LOL, just like playing solos, you don't want to blow all your cookies on the first one, save a little for the second and third. Always leave 'em wanting more.

And congrats - couldn't happen to a nicer, or more appropriate, guy. I look forward to reading it.


----------



## mhammer (Nov 30, 2007)

Thanks. One of my prized possessions is a letter (not an e-mail) that I got from Craig Anderton years ago. I published something in his DEVICE newsletter in 1979. Craig stumbled across it when cleaning his office in 1981 or so, and sent an apologetic note with a belated thanks. I grew up on Craig and his co-conspirators like Robert Penfold, John Simonton, and Steve Rimmer. I've been away too long and it's time to both get and give back. My dream come true would be to run into Craig and RG at NAMM and hang with them long enough for Mike Matthews to come strolling by in a cloud of cigar smoke and say "Hi guys".


----------



## Steadfastly (Nov 14, 2008)

I have a friend who started doing write-ups on vehicles the very same way. He is now making some money doing on a regular basis, plus getting many vehicles to try out for free. 
It might be a good idea to have someone edit your piece before you send it in, even though you are very able.


----------



## Mooh (Mar 7, 2007)

Pretty cool news.


----------



## mhammer (Nov 30, 2007)

Steadfastly said:


> I have a friend who started doing write-ups on vehicles the very same way. He is now making some money doing on a regular basis, plus getting many vehicles to try out for free.
> It might be a good idea to have someone edit your piece before you send it in, even though you are very able.
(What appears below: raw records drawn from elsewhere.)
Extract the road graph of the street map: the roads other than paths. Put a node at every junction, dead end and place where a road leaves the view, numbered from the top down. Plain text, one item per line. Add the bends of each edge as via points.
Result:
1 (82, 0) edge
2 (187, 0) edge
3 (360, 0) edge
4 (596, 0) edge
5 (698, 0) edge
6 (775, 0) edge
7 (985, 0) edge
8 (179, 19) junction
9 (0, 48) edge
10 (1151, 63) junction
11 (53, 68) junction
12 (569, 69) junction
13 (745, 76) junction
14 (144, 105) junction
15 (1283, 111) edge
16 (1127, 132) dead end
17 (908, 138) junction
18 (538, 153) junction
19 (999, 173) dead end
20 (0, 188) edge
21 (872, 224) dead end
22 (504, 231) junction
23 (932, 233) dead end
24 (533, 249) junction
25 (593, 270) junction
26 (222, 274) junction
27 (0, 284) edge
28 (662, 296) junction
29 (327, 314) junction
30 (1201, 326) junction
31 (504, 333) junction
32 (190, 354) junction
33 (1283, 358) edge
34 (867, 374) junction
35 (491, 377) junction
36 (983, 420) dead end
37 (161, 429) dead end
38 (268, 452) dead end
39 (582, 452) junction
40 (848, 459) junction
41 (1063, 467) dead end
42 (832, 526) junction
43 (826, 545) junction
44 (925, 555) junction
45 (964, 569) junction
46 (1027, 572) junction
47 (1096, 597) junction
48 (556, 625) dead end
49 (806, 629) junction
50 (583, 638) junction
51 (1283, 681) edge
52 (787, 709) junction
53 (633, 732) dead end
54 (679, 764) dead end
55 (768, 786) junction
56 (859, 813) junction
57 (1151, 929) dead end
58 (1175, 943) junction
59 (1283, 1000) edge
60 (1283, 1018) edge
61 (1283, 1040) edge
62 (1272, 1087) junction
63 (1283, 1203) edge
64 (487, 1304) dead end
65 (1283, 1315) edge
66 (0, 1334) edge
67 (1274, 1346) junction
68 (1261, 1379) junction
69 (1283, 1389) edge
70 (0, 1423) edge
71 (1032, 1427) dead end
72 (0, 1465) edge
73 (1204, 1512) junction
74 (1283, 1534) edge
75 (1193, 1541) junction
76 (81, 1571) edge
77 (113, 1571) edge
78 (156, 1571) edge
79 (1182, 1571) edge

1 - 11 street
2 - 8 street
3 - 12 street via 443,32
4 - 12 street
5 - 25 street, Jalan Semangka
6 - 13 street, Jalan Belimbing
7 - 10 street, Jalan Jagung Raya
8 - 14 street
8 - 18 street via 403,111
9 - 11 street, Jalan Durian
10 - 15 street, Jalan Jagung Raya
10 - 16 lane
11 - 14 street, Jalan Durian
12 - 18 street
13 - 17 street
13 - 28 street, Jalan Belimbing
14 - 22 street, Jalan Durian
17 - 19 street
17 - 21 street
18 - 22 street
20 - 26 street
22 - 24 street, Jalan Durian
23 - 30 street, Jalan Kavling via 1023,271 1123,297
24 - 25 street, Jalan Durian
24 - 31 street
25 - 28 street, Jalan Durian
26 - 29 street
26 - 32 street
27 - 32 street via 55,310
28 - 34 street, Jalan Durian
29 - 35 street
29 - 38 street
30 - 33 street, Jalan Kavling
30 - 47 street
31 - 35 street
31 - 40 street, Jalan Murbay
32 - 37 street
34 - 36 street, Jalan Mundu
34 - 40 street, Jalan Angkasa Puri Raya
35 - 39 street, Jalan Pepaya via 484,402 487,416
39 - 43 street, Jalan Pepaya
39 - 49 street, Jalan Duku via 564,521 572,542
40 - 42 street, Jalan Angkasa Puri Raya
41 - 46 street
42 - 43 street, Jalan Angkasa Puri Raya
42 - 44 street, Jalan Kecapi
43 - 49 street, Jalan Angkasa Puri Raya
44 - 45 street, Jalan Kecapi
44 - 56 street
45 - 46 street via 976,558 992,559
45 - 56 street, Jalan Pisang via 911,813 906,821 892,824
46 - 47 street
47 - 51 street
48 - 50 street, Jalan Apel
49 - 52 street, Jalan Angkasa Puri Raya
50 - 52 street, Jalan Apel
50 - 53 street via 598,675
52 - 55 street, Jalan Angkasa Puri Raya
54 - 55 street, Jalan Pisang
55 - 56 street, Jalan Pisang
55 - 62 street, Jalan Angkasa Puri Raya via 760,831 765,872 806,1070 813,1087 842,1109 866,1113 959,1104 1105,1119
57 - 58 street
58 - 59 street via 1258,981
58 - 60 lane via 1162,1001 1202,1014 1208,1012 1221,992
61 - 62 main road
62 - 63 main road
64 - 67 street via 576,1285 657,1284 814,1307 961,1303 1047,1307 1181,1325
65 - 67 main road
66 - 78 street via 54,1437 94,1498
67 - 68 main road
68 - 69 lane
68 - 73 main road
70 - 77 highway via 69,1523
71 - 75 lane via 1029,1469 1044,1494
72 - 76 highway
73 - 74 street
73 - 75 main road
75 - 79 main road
I let editor Shawn Hammond know he'd get a first draft by week's end so that he could say "This part is too long", too techie, a distraction, too obtuse, or just right. He gave me some specs to begin with, but yeah, editing is probably the most important part of writing.

Twenty years back I was required to teach a course on everything-psychology-has-to-say-about-the-workplace to I.T. guys. There was an existing curriculum, but I inserted a module on writing documentation, since I knew most of them would eventually have to do that. One of the big challenges of technical writing is that the writer is often too familiar with the subject matter to be able to write clearly for the novice. So, as an exercise, I wheeled in a cart with a laptop and projector, and told the class that we were going to collectively write documentation for something we were all too close to. First year it was Scrabble, and the following year we did Monopoly. They were all in a rush to get to the fancy stuff, and I had to keep reminding them "Does a beginner who only knows a little about board games need or want to know that _now_? Or should we hold off on that info for a bit?". The required self-restraint was very hard work for them.


----------



## Chito (Feb 17, 2006)

Congratulations Mark! Looking forward to the issue!


----------



## Rideski (Feb 25, 2009)

This is very cool. Congrats!

I look forward to reading the article.


----------



## CMCRAWFORD (Mar 17, 2014)

Congrats!


----------



## cboutilier (Jan 12, 2016)

If you need a second set of eyes to look it over before submission, I'd be happy to help.


----------



## mhammer (Nov 30, 2007)

Thanks for the offer, but it's already submitted. Shawn Hammond has had it for a week, and I'm eagerly awaiting feedback.


----------



## amagras (Apr 22, 2015)

mhammer said:


> Thanks for the offer, but it's already submitted. Shawn Hammond has had it for a week, and I'm eagerly awaiting feedback.


That is exiting!


----------



## dcole (Oct 8, 2008)

Congrats mhammer! I look forward to reading your article and will buy that issue of Premier Guitar just to read it.


----------



## urko99 (Mar 30, 2009)

Congratulations! Looking forward to reading your article. Nice to see someone succeed from our community! Well done!


----------



## bw66 (Dec 17, 2009)

Not sure how I've missed this 'til now, but congrats!


----------



## bduguay (Jul 15, 2009)

This great news, I'm very happy for you Mark.
B.


----------



## mhammer (Nov 30, 2007)

Thanks, Brian. Much appreciated. I'll have to see if I can arrange a shout-out to the forum when it goes to press.


----------



## Adcandour (Apr 21, 2013)

mhammer said:


> Thanks, Brian. Much appreciated. I'll have to see if I can arrange a shout-out to the forum when it goes to press.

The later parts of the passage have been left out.